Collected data
::::::::::
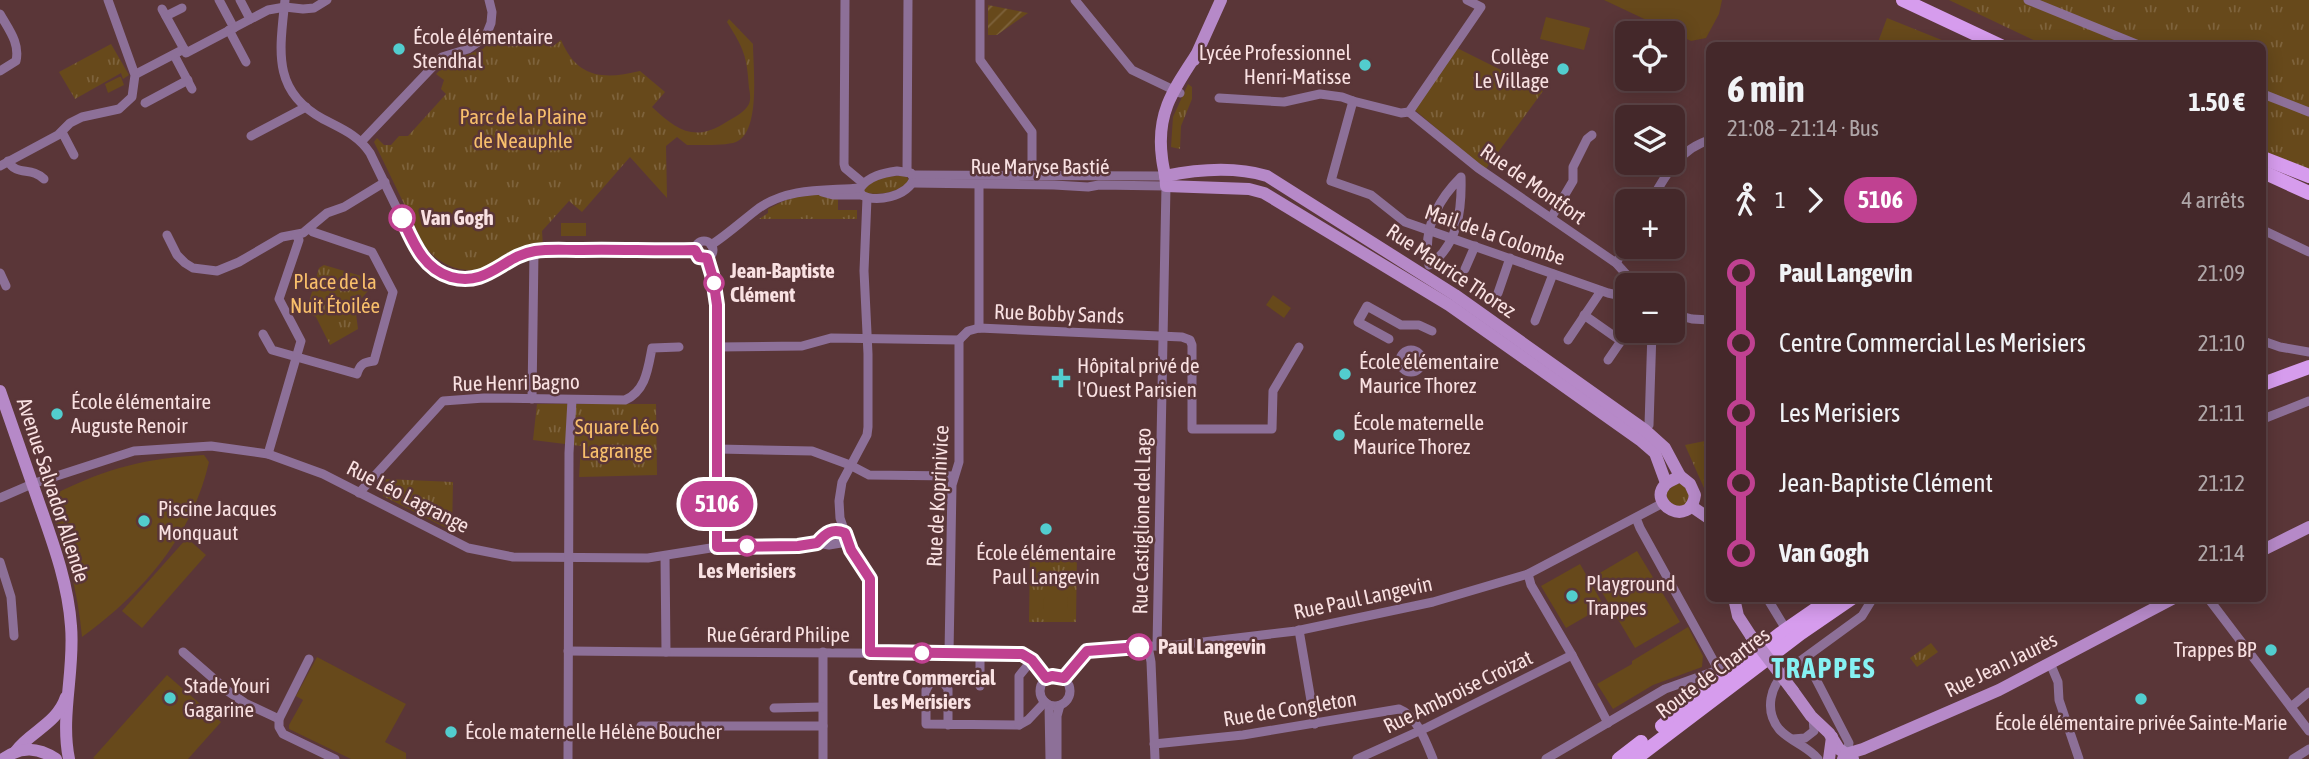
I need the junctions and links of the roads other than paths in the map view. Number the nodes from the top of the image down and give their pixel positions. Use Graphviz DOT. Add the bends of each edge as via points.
graph roads {
  1 [pos="108,0"];
  2 [pos="219,0"];
  3 [pos="240,0"];
  4 [pos="327,0"];
  5 [pos="489,0"];
  6 [pos="845,0"];
  7 [pos="908,0"];
  8 [pos="980,0"];
  9 [pos="1075,0"];
  10 [pos="1221,0"];
  11 [pos="1466,0"];
  12 [pos="1903,0"];
  13 [pos="2028,0"];
  14 [pos="285,3"];
  15 [pos="1483,3"];
  16 [pos="182,8"];
  17 [pos="0,14"];
  18 [pos="250,19"];
  19 [pos="232,29"];
  20 [pos="1992,42"];
  21 [pos="2131,42"];
  22 [pos="184,49"];
  23 [pos="174,55"];
  24 [pos="246,62"];
  25 [pos="0,71"];
  26 [pos="138,74"];
  27 [pos="1177,92"];
  28 [pos="2266,95"];
  29 [pos="1219,98"];
  30 [pos="1353,101"];
  31 [pos="145,103"];
  32 [pos="306,107"];
  33 [pos="1409,111"];
  34 [pos="2309,112"];
  35 [pos="62,132"];
  36 [pos="1592,135"];
  37 [pos="251,136"];
  38 [pos="362,141"];
  39 [pos="1706,142"];
  40 [pos="74,155"];
  41 [pos="2266,159"];
  42 [pos="1469,161"];
  43 [pos="4,163"];
  44 [pos="2266,167"];
  45 [pos="2266,173"];
  46 [pos="1032,175"];
  47 [pos="911,176"];
  48 [pos="2309,176"];
  49 [pos="1165,177"];
  50 [pos="1461,177"];
  51 [pos="44,179"];
  52 [pos="385,182"];
  53 [pos="979,185"];
  54 [pos="2309,185"];
  55 [pos="1658,189"];
  56 [pos="863,191"];
  57 [pos="2309,192"];
  58 [pos="1551,218"];
  59 [pos="310,229"];
  60 [pos="1429,230"];
  61 [pos="2266,231"];
  62 [pos="167,235"];
  63 [pos="296,235"];
  64 [pos="1453,237"];
  65 [pos="711,245"];
  66 [pos="1475,246"];
  67 [pos="695,250"];
  68 [pos="534,251"];
  69 [pos="2309,252"];
  70 [pos="707,258"];
  71 [pos="1510,258"];
  72 [pos="1618,259"];
  73 [pos="1616,263"];
  74 [pos="1465,269"];
  75 [pos="1427,270"];
  76 [pos="0,273"];
  77 [pos="1623,273"];
  78 [pos="1553,274"];
  79 [pos="6,286"];
  80 [pos="1601,291"];
  81 [pos="1498,293"];
  82 [pos="1615,294"];
  83 [pos="1584,315"];
  84 [pos="1685,317"];
  85 [pos="1706,320"];
  86 [pos="1535,321"];
  87 [pos="979,328"];
  88 [pos="1432,331"];
  89 [pos="263,334"];
  90 [pos="1162,336"];
  91 [pos="867,339"];
  92 [pos="1389,339"];
  93 [pos="959,340"];
  94 [pos="1568,340"];
  95 [pos="2266,342"];
  96 [pos="1652,343"];
  97 [pos="679,347"];
  98 [pos="718,347"];
  99 [pos="1299,347"];
  100 [pos="2309,352"];
  101 [pos="296,358"];
  102 [pos="1608,360"];
  103 [pos="2309,366"];
  104 [pos="2309,376"];
  105 [pos="2266,382"];
  106 [pos="0,391"];
  107 [pos="2266,392"];
  108 [pos="532,399"];
  109 [pos="572,400"];
  110 [pos="2309,401"];
  111 [pos="2266,418"];
  112 [pos="1643,435"];
  113 [pos="718,449"];
  114 [pos="268,454"];
  115 [pos="850,465"];
  116 [pos="954,475"];
  117 [pos="1680,476"];
  118 [pos="36,483"];
  119 [pos="1666,483"];
  120 [pos="359,493"];
  121 [pos="0,498"];
  122 [pos="1663,503"];
  123 [pos="1691,506"];
  124 [pos="1706,516"];
  125 [pos="1636,518"];
  126 [pos="2309,527"];
  127 [pos="845,533"];
  128 [pos="717,547"];
  129 [pos="2266,548"];
  130 [pos="665,556"];
  131 [pos="568,558"];
  132 [pos="0,562"];
  133 [pos="1528,574"];
  134 [pos="1735,602"];
  135 [pos="1769,602"];
  136 [pos="1817,602"];
  137 [pos="1826,602"];
  138 [pos="1846,602"];
  139 [pos="1871,602"];
  140 [pos="2166,602"];
  141 [pos="2211,602"];
  142 [pos="1784,626"];
  143 [pos="1299,630"];
  144 [pos="14,636"];
  145 [pos="1153,646"];
  146 [pos="568,651"];
  147 [pos="183,652"];
  148 [pos="666,652"];
  149 [pos="823,652"];
  150 [pos="870,652"];
  151 [pos="950,653"];
  152 [pos="980,653"];
  153 [pos="1572,655"];
  154 [pos="1805,658"];
  155 [pos="310,659"];
  156 [pos="1032,660"];
  157 [pos="2050,663"];
  158 [pos="1718,669"];
  159 [pos="1046,678"];
  160 [pos="1064,678"];
  161 [pos="71,684"];
  162 [pos="980,686"];
  163 [pos="2309,692"];
  164 [pos="1047,703"];
  165 [pos="1060,705"];
  166 [pos="822,707"];
  167 [pos="2291,707"];
  168 [pos="774,709"];
  169 [pos="1809,713"];
  170 [pos="279,719"];
  171 [pos="1024,722"];
  172 [pos="1608,723"];
  173 [pos="948,724"];
  174 [pos="1315,724"];
  175 [pos="641,726"];
  176 [pos="822,726"];
  177 [pos="2309,731"];
  178 [pos="1419,732"];
  179 [pos="1832,736"];
  180 [pos="1793,739"];
  181 [pos="1154,744"];
  182 [pos="2309,749"];
  183 [pos="7,754"];
  184 [pos="1848,758"];
  185 [pos="56,759"];
  186 [pos="69,759"];
  187 [pos="335,759"];
  188 [pos="568,759"];
  189 [pos="823,759"];
  190 [pos="1050,759"];
  191 [pos="1057,759"];
  192 [pos="1155,759"];
  193 [pos="1357,759"];
  194 [pos="1433,759"];
  195 [pos="1546,759"];
  196 [pos="1619,759"];
  197 [pos="1635,759"];
  198 [pos="1818,759"];
  199 [pos="1829,759"];
  200 [pos="2079,759"];
  201 [pos="2293,759"];
  1 -- 35 [label="street" via="135,75 132,97 119,109 82,117"];
  2 -- 19 [label="street"];
  3 -- 18 [label="street"];
  4 -- 14 [label="street" via="303,9"];
  5 -- 38 [label="street" via="491,23 481,40 442,57"];
  6 -- 56 [label="street" via="844,164"];
  7 -- 47 [label="street"];
  8 -- 46 [label="street" via="980,60 1032,132"];
  9 -- 27 [label="street" via="1132,70"];
  10 -- 27 [label="main road"];
  11 -- 15 [label="street"];
  12 -- 20 [label="main road"];
  13 -- 21 [label="street"];
  14 -- 18 [label="street"];
  14 -- 32 [label="street" via="281,61 289,86"];
  15 -- 33 [label="street"];
  16 -- 22 [label="street" via="164,13"];
  17 -- 25 [label="street" via="18,52 16,61"];
  18 -- 19 [label="street"];
  19 -- 22 [label="street" via="186,53"];
  19 -- 24 [label="street"];
  22 -- 23 [label="street"];
  23 -- 26 [label="street"];
  23 -- 31 [label="street" via="190,84"];
  27 -- 49 [label="main road" via="1162,118"];
  28 -- 34 [label="street"];
  29 -- 30 [label="street" via="1283,102 1320,94"];
  30 -- 33 [label="street"];
  30 -- 60 [label="street, Mail de la Colombe" via="1331,181 1371,195 1405,222"];
  32 -- 37 [label="street"];
  32 -- 38 [label="street"];
  33 -- 42 [label="street, Rue de Montfort"];
  35 -- 40 [label="street"];
  35 -- 43 [label="street"];
  36 -- 58 [label="street"];
  38 -- 52 [label="street"];
  39 -- 55 [label="street" via="1689,148"];
  41 -- 48 [label="main road"];
  42 -- 50 [label="street"];
  42 -- 58 [label="street, Rue de Montfort"];
  43 -- 51 [label="street"];
  44 -- 54 [label="main road"];
  45 -- 57 [label="main road"];
  46 -- 47 [label="street, Rue Maryse Bastié"];
  46 -- 49 [label="street, Rue Maryse Bastié"];
  47 -- 53 [label="street, Rue Maryse Bastié"];
  47 -- 56 [label="street" via="883,174"];
  47 -- 56 [label="street" via="902,192 892,196"];
  49 -- 53 [label="street, Rue Maryse Bastié" via="1088,187"];
  49 -- 75 [label="main road, Rue Maurice Thorez" via="1194,170 1248,170 1267,176"];
  49 -- 90 [label="street, Rue Castiglione del Lago"];
  49 -- 112 [label="main road, Rue Maurice Thorez" via="1264,193 1449,305"];
  50 -- 60 [label="street" via="1441,200"];
  50 -- 64 [label="street" via="1460,213"];
  52 -- 59 [label="street" via="327,214"];
  52 -- 68 [label="street" via="418,252 439,272 471,279"];
  53 -- 87 [label="street"];
  56 -- 65 [label="street" via="810,190 786,195 761,207"];
  56 -- 91 [label="street"];
  58 -- 73 [label="street, Rue de Montfort"];
  59 -- 63 [label="street"];
  59 -- 101 [label="street" via="372,252 393,292 374,360 359,366 357,374"];
  60 -- 64 [label="street, Mail de la Colombe"];
  60 -- 75 [label="street"];
  61 -- 69 [label="street"];
  62 -- 63 [label="street" via="185,263 217,271 282,237"];
  63 -- 101 [label="street" via="299,240 279,299 301,341"];
  64 -- 66 [label="street, Mail de la Colombe"];
  64 -- 75 [label="street"];
  65 -- 67 [label="street" via="701,241"];
  65 -- 70 [label="street" via="712,254"];
  66 -- 71 [label="street, Mail de la Colombe"];
  66 -- 74 [label="street"];
  67 -- 68 [label="street"];
  67 -- 70 [label="street" via="699,257"];
  68 -- 108 [label="street"];
  70 -- 98 [label="street" via="717,295"];
  71 -- 78 [label="street, Mail de la Colombe"];
  71 -- 81 [label="street"];
  72 -- 73 [label="street"];
  73 -- 77 [label="street, Rue de Montfort"];
  75 -- 112 [label="main road, Rue Maurice Thorez"];
  76 -- 79 [label="street"];
  78 -- 80 [label="street, Mail de la Colombe"];
  78 -- 86 [label="street"];
  80 -- 82 [label="street, Mail de la Colombe"];
  80 -- 83 [label="street"];
  83 -- 94 [label="street"];
  83 -- 102 [label="street" via="1621,341"];
  84 -- 85 [label="street"];
  87 -- 90 [label="street, Rue Bobby Sands"];
  87 -- 93 [label="street, Rue Bobby Sands"];
  88 -- 92 [label="street" via="1401,325 1367,306 1358,322"];
  89 -- 101 [label="street" via="272,350"];
  90 -- 99 [label="street, Rue Bobby Sands" via="1182,337 1192,345 1192,429 1272,429 1273,391"];
  90 -- 145 [label="street, Rue Castiglione del Lago"];
  91 -- 93 [label="street"];
  91 -- 98 [label="street" via="831,338 802,346"];
  91 -- 115 [label="street" via="867,432"];
  93 -- 116 [label="street, Rue de Koprinivice" via="959,462"];
  95 -- 100 [label="street"];
  96 -- 112 [label="street" via="1649,425"];
  97 -- 109 [label="street, Rue Henri Bagno" via="652,348 635,396"];
  98 -- 113 [label="street"];
  101 -- 114 [label="street"];
  103 -- 105 [label="main road"];
  104 -- 107 [label="main road"];
  106 -- 118 [label="main road, Avenue Salvador Allende"];
  108 -- 109 [label="street, Rue Henri Bagno"];
  108 -- 120 [label="street, Rue Henri Bagno" via="443,401"];
  109 -- 131 [label="street"];
  110 -- 111 [label="street"];
  112 -- 117 [label="main road, Rue Maurice Thorez" via="1665,448"];
  112 -- 119 [label="main road"];
  113 -- 115 [label="street" via="812,451"];
  113 -- 128 [label="street"];
  114 -- 118 [label="street, Rue Léo Lagrange" via="211,446 134,451"];
  114 -- 120 [label="street, Rue Léo Lagrange"];
  115 -- 116 [label="street" via="869,475"];
  115 -- 127 [label="street" via="839,501"];
  116 -- 151 [label="street, Rue de Koprinivice"];
  117 -- 119 [label="main road"];
  117 -- 123 [label="main road" via="1694,488"];
  118 -- 121 [label="street, Rue Léo Lagrange"];
  118 -- 161 [label="main road, Avenue Salvador Allende" via="67,593"];
  119 -- 122 [label="main road"];
  120 -- 131 [label="street, Rue Léo Lagrange" via="468,548 513,557"];
  122 -- 123 [label="main road" via="1677,512"];
  122 -- 125 [label="street, Rue Paul Langevin"];
  123 -- 124 [label="main road"];
  125 -- 133 [label="street, Rue Paul Langevin"];
  125 -- 158 [label="street"];
  126 -- 129 [label="main road"];
  127 -- 128 [label="street, Rue Léo Lagrange" via="836,530 817,543 798,546"];
  127 -- 150 [label="street" via="870,579"];
  128 -- 130 [label="street, Rue Léo Lagrange"];
  130 -- 131 [label="street, Rue Léo Lagrange"];
  130 -- 148 [label="street"];
  131 -- 146 [label="street"];
  132 -- 144 [label="street" via="11,597"];
  133 -- 143 [label="street, Rue Paul Langevin" via="1438,600"];
  133 -- 153 [label="street"];
  134 -- 169 [label="main road, bridge" via="1751,636"];
  135 -- 142 [label="street"];
  136 -- 142 [label="street"];
  137 -- 196 [label="main road, Route de Chartres"];
  138 -- 197 [label="main road, Route de Chartres"];
  139 -- 154 [label="street" via="1863,616"];
  140 -- 157 [label="main road, Rue Jean Jaurès"];
  141 -- 167 [label="street"];
  142 -- 158 [label="street" via="1746,651 1735,664"];
  143 -- 145 [label="street, Rue Paul Langevin"];
  143 -- 174 [label="street"];
  145 -- 160 [label="street, Rue Paul Langevin" via="1087,651"];
  145 -- 181 [label="street, Rue Castiglione del Lago"];
  146 -- 148 [label="street, Rue Gérard Philipe"];
  146 -- 188 [label="street"];
  147 -- 170 [label="street" via="229,692"];
  148 -- 149 [label="street, Rue Gérard Philipe"];
  149 -- 150 [label="street, Rue Gérard Philipe"];
  149 -- 166 [label="street"];
  150 -- 151 [label="street, Rue Gérard Philipe"];
  151 -- 152 [label="street, Rue Gérard Philipe"];
  152 -- 156 [label="street, Rue Gérard Philipe" via="1022,654"];
  152 -- 162 [label="street"];
  153 -- 172 [label="street"];
  153 -- 178 [label="street, Rue Ambroise Croizat"];
  154 -- 180 [label="street" via="1780,676 1770,700 1779,728"];
  154 -- 184 [label="street" via="1849,743"];
  155 -- 170 [label="street"];
  156 -- 159 [label="street"];
  156 -- 171 [label="street" via="1018,676 1019,712"];
  157 -- 184 [label="main road, Rue Jean Jaurès"];
  157 -- 200 [label="street"];
  158 -- 172 [label="street" via="1665,689"];
  159 -- 160 [label="street"];
  159 -- 164 [label="street" via="1040,689"];
  160 -- 165 [label="street" via="1069,696"];
  161 -- 183 [label="main road, Avenue Salvador Allende" via="64,704 49,724"];
  161 -- 186 [label="main road, Avenue Salvador Allende" via="65,732"];
  163 -- 167 [label="street"];
  164 -- 165 [label="street"];
  164 -- 171 [label="street"];
  164 -- 190 [label="street"];
  165 -- 191 [label="street"];
  166 -- 168 [label="street"];
  166 -- 176 [label="street"];
  167 -- 177 [label="street"];
  169 -- 179 [label="main road"];
  169 -- 180 [label="street" via="1814,731"];
  169 -- 184 [label="main road" via="1833,730"];
  170 -- 187 [label="street" via="283,734"];
  171 -- 173 [label="street"];
  172 -- 195 [label="street"];
  173 -- 173 [label="street" via="926,724 930,683 944,683 948,690"];
  174 -- 178 [label="street, Rue de Congleton" via="1399,709 1407,712"];
  174 -- 181 [label="street, Rue de Congleton"];
  175 -- 176 [label="street"];
  176 -- 189 [label="street"];
  178 -- 193 [label="street, Rue Ambroise Croizat"];
  178 -- 194 [label="street"];
  179 -- 184 [label="main road"];
  179 -- 199 [label="main road"];
  180 -- 198 [label="street"];
  181 -- 192 [label="street, Rue Castiglione del Lago"];
  182 -- 201 [label="street"];
  183 -- 185 [label="main road" via="31,749"];
}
::::::::::
Whenever a line of the entries contains "Avenue", it counts toward the total; state that total alone.

4